11 July, 2006 (13:34) | Photography

Friday night I got the idea that stitching together loads of photos to make a panorama would be a blast. I was pretty sure there were a few places in Coronado that would make terrific vantage points. We ended up picking Centennial Park as a good location.

Tripod in hand we set up shop and started panning and snapping away. Having read some time back that there should be about 30% overlap to make aligning easier, I ended up taking only a few photos. Jess suggested a switch to portrait orientation to get some of the water reflections included. A portrait orientation panorama from the convention center to the USS midway using the 100mm lens required 17 photos.

By the time we got back home and I’d loaded all the photos into Photoshop’s Photostitch script, a problem appeared. The sky kept changing colors, creating awful bands across the photo where the seams were. This clearly wasn’t going to work. Reviewing the photos illuminated us to the problem: different exposure settings! I had set the camera to manual focus, natch, but had put it in Av (aperture value) mode! Thinking the lighting would be equal enough since it was a clear day, I didn’t notice when the exposure times changed: from 1/20s to 1/45s. This changed things dramatically. Since you can’t really fix that in RAW post-production we had to reformulate our plan.

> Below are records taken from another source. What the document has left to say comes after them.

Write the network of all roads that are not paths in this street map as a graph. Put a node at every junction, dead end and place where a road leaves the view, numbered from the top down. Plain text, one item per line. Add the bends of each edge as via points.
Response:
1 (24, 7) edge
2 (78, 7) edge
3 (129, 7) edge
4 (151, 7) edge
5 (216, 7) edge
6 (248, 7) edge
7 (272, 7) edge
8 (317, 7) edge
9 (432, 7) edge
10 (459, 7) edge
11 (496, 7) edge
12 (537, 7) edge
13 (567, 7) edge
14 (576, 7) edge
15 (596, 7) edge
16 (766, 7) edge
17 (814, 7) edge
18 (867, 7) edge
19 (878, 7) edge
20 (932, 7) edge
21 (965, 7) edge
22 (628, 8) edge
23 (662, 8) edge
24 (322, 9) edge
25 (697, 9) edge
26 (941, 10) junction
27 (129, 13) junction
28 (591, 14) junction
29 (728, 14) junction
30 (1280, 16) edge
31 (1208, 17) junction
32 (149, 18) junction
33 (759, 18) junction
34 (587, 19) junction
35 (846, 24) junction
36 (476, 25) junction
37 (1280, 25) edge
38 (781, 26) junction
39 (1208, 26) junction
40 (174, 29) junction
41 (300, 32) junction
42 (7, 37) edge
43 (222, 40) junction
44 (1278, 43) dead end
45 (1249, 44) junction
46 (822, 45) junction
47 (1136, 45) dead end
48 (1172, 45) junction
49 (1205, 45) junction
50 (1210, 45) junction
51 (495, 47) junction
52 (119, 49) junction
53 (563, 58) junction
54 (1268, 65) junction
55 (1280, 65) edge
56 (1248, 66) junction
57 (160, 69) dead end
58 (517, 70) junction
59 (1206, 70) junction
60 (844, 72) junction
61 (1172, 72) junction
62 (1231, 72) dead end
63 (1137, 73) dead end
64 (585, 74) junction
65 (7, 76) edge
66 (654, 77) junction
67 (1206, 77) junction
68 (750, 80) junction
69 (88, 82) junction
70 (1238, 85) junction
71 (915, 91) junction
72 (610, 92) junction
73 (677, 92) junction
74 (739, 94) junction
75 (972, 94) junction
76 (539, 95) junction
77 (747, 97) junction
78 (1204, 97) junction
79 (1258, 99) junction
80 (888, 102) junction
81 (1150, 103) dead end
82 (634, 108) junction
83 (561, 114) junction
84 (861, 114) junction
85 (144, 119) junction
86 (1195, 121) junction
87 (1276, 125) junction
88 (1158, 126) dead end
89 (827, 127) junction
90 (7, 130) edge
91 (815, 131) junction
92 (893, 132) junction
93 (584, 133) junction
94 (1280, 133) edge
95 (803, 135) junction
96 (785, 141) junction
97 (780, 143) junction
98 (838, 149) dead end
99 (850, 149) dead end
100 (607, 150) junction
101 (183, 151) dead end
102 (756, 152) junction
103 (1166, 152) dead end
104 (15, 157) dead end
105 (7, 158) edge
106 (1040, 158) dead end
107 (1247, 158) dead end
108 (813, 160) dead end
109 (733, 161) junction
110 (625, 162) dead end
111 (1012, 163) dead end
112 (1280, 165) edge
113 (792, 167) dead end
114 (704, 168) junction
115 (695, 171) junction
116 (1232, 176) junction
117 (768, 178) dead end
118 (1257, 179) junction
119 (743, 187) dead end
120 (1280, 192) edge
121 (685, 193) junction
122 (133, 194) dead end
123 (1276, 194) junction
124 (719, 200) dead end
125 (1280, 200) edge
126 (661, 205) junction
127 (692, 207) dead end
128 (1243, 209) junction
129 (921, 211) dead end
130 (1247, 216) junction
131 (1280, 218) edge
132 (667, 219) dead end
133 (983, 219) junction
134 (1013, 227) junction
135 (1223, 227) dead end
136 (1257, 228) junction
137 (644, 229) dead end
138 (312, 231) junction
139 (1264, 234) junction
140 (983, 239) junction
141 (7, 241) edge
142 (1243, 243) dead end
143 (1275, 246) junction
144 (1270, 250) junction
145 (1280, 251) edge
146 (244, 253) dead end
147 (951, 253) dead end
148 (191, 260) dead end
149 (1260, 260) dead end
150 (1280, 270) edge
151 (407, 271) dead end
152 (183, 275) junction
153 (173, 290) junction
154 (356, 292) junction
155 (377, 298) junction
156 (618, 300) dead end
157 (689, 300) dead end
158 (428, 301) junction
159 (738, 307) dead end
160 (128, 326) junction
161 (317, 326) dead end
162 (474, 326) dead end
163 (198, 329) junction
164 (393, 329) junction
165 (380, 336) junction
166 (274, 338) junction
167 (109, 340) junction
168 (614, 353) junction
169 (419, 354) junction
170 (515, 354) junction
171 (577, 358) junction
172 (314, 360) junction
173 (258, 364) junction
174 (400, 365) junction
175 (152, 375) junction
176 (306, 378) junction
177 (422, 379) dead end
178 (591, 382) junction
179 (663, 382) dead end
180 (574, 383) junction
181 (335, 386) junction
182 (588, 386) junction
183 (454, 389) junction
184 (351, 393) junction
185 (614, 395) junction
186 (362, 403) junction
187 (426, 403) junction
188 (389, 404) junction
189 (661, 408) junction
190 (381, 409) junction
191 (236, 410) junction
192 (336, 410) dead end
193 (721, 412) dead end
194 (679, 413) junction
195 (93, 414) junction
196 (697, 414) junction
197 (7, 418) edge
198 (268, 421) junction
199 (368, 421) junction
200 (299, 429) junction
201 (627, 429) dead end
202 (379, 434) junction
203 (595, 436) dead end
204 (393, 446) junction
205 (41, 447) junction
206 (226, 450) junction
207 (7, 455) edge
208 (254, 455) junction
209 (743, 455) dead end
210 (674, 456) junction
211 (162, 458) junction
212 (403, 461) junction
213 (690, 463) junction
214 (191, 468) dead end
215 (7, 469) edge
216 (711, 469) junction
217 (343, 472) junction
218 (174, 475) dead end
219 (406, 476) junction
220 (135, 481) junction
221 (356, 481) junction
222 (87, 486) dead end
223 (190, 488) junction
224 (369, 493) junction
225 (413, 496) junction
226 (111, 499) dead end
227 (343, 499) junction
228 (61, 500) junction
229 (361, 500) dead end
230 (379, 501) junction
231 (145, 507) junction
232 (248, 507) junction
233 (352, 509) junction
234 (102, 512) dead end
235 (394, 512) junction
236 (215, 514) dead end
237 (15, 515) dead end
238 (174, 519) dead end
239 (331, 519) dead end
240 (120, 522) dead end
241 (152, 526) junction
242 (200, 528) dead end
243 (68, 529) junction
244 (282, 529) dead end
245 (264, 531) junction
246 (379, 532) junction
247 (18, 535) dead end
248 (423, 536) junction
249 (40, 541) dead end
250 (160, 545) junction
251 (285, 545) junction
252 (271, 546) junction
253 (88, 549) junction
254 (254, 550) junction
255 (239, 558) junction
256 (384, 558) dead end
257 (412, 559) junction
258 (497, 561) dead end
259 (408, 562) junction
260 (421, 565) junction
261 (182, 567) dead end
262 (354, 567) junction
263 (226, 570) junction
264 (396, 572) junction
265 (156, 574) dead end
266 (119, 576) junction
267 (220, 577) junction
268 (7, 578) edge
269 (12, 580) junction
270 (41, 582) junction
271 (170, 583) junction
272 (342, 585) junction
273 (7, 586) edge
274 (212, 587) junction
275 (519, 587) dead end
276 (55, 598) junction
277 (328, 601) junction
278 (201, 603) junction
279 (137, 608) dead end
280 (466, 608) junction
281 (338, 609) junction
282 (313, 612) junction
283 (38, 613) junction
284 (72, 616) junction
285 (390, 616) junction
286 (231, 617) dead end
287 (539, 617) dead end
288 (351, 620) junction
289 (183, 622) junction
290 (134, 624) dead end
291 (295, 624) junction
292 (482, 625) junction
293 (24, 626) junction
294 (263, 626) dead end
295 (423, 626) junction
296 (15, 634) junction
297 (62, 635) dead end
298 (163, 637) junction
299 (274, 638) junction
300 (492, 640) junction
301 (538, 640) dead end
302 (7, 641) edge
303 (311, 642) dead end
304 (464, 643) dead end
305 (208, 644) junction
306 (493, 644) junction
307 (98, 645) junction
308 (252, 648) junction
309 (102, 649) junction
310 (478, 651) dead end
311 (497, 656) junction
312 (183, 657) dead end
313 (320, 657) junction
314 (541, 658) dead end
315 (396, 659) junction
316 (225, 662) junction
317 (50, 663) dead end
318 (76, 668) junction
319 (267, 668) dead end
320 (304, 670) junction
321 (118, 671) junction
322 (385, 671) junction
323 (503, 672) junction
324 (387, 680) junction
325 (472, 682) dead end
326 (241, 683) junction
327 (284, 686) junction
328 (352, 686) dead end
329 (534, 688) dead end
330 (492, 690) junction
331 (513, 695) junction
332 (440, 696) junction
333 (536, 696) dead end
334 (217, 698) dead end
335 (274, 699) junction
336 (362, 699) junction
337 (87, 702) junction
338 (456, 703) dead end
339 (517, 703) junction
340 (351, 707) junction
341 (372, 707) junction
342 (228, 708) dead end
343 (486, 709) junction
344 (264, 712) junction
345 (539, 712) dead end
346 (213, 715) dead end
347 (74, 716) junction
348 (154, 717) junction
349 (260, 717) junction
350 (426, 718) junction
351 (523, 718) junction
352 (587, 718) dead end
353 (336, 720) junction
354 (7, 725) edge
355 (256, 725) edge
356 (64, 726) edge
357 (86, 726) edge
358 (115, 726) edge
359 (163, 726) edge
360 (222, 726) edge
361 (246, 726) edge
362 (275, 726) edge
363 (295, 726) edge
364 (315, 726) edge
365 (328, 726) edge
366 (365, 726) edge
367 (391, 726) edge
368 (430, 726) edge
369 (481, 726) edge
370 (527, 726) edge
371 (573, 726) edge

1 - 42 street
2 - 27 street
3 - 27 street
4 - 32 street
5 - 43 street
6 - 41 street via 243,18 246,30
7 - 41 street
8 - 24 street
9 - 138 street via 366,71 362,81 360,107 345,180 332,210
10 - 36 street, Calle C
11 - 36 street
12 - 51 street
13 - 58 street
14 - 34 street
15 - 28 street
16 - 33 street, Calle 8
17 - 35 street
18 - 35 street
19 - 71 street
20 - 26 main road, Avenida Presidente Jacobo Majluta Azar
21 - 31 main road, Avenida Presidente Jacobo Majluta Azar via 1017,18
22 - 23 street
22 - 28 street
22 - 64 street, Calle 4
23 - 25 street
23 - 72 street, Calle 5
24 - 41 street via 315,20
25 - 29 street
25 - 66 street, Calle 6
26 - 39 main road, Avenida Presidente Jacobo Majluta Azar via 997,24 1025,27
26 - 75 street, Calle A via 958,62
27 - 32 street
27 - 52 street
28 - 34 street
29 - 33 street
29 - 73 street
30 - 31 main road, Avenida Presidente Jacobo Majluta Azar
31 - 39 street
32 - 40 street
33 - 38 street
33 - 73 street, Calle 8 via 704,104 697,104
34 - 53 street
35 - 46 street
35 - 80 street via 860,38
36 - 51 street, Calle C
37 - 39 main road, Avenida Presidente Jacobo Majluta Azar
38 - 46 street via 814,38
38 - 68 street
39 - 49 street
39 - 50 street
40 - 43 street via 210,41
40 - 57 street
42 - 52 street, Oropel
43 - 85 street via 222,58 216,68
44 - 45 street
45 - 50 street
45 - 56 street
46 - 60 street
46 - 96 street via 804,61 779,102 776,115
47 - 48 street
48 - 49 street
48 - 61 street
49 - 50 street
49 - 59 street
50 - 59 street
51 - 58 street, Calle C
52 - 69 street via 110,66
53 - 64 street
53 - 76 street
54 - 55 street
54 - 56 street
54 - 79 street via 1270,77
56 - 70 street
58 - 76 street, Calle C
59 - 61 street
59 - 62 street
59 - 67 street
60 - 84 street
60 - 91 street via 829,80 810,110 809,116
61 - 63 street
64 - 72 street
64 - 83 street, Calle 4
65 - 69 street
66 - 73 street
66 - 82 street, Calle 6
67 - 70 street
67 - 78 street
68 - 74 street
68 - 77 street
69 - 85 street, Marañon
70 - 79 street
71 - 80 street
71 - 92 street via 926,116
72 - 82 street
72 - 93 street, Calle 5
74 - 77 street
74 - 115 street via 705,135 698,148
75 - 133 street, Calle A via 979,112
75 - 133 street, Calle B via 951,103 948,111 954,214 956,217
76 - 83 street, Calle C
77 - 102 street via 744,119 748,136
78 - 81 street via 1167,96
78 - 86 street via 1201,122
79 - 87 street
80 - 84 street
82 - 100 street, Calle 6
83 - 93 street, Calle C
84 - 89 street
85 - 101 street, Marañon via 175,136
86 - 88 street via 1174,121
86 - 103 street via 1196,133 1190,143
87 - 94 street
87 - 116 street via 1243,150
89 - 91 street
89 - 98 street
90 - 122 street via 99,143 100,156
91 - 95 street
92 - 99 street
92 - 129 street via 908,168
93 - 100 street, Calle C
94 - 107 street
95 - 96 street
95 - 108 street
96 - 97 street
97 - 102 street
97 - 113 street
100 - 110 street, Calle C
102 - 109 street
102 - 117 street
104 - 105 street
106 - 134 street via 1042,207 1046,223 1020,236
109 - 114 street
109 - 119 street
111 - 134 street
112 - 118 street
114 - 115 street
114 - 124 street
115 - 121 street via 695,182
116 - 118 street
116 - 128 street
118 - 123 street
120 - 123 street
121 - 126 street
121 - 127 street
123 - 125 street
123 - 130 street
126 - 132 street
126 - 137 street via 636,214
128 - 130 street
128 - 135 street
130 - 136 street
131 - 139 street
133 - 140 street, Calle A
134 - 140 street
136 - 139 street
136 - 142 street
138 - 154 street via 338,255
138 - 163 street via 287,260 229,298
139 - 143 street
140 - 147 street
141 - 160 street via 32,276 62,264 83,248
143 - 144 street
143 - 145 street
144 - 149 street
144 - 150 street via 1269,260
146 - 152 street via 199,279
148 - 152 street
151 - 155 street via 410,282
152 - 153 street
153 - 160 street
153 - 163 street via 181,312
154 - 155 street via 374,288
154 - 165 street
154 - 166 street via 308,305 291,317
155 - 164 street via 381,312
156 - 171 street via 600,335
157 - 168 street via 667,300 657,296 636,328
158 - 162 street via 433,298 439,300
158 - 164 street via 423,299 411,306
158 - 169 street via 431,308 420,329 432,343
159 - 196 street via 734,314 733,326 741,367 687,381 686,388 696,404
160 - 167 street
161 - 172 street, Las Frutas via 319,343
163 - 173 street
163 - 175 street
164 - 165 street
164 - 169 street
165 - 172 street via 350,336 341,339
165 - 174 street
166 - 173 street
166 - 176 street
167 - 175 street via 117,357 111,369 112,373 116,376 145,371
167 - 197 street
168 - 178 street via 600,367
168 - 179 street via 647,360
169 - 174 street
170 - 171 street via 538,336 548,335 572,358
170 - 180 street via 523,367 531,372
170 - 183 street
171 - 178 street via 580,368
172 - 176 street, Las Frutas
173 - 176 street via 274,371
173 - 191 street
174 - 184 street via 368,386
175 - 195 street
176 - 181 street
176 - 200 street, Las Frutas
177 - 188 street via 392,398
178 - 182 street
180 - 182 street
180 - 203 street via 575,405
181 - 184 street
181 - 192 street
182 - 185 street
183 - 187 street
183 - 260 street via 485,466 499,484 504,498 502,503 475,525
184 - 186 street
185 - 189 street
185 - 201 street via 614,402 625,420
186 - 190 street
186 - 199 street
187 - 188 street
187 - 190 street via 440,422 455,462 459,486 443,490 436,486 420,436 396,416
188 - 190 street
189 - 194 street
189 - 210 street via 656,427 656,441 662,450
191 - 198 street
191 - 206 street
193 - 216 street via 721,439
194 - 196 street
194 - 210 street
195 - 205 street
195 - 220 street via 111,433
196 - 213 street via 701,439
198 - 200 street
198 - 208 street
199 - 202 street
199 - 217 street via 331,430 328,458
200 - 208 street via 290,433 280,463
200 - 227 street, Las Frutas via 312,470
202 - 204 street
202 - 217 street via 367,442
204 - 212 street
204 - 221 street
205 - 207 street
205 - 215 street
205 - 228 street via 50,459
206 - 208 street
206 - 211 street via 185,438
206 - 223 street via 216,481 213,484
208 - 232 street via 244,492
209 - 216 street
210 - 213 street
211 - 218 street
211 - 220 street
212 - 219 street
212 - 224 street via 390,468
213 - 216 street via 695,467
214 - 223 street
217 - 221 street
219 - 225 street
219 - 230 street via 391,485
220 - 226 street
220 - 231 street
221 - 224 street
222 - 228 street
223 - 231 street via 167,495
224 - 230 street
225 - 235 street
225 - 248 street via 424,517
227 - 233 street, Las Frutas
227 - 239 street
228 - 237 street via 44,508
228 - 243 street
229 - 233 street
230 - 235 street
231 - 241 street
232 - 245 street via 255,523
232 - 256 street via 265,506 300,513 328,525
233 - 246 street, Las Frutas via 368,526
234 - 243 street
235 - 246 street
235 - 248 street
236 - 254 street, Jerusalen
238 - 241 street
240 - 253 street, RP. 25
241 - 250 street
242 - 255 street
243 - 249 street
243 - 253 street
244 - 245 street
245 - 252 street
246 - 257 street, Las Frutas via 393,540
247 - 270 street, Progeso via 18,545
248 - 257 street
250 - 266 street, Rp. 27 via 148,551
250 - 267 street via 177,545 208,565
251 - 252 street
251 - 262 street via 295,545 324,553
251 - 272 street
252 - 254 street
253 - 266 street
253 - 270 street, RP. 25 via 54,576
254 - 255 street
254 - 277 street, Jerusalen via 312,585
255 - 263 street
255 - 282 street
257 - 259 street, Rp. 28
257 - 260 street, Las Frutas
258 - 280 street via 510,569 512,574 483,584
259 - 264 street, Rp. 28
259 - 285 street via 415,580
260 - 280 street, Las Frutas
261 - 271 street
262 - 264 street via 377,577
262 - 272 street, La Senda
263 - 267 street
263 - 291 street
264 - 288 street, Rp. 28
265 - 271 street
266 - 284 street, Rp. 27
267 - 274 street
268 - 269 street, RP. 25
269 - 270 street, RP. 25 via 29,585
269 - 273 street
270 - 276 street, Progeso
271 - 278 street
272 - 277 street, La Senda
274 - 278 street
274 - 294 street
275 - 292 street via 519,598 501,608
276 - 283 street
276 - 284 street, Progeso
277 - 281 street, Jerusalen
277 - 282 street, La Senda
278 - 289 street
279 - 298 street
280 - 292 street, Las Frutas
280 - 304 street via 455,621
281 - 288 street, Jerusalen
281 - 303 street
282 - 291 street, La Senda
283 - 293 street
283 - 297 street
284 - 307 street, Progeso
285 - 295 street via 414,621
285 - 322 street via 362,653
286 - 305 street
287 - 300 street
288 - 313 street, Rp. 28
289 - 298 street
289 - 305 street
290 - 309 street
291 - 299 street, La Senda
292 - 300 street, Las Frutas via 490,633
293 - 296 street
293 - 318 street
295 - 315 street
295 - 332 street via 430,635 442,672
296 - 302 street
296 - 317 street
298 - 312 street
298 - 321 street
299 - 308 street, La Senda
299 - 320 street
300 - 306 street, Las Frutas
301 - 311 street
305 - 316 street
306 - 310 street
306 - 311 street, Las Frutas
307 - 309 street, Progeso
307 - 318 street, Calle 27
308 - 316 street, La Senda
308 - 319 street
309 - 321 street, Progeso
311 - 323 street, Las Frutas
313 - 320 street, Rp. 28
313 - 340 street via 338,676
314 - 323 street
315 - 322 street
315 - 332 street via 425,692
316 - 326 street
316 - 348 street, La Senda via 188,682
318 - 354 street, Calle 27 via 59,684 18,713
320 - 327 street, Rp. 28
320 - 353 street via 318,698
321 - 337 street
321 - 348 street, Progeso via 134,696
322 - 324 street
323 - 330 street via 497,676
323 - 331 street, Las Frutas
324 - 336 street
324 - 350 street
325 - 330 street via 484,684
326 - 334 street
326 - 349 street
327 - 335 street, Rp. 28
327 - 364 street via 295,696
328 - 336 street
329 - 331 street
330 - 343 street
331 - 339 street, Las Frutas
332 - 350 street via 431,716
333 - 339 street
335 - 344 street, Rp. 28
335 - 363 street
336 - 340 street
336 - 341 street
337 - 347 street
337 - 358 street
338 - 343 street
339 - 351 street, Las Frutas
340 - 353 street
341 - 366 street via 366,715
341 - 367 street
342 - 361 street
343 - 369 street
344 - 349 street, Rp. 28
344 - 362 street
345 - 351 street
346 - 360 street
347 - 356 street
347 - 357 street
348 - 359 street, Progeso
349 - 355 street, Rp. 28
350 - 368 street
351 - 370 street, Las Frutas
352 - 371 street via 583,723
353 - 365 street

Later that night we headed back out to find a clear sky between Coronado and downtown San Diego. Perfect! After tweaking the settings a bit we arrived at: 2 seconds @ f/2.8 on ISO 200. Awesome. In the LCD reviews the photos looked awesome — the camera was catching much more information than our eyes were. I made another pass with a 4 second exposure to satisfy Jess’ curiosity and then we packed up and went home.

This morning I loaded the photos again and found — the same banding. What was left? Finally it occurred to me: Auto White Balance! Since I’d absentmindedly left the camera in AWB the color tint would be different from frame to frame. Loading all the images into CS2’s RAW importer I fixed this by setting them all to ‘Tungsten’, which was pretty good. Running these through Photostitch, now corrected, revealed: more banding. 8O

After reading a few tutorials online I concluded that my photos were OK, it was Photoshop that was being a punk. A bit more research led me to DoubleTake, which had some good reviews. After some dragging, dropping, and clicking (it couldn’t figure out to auto-rotate the portrait orientation photos) I had a decent looking panorama. All I had to do was tweak some of the overlaps by widening some, shifting others, and bingo! :D
There are two versions available. Both have the DoubleTake watermark on them because I didn’t pay for the software yet. If I end up doing this again, I probably will. I’ll be emailing Henrik soon enough.

UPDATED: Files don’t have watermarks now, since I paid for DoubleTake.

There are two versions available: a 6248×1024 JPG [7.6 MB] and a 7322×1200 JPG [10.1 MB]. Since these are much longer than most displays, you can crop or resize as you see fit.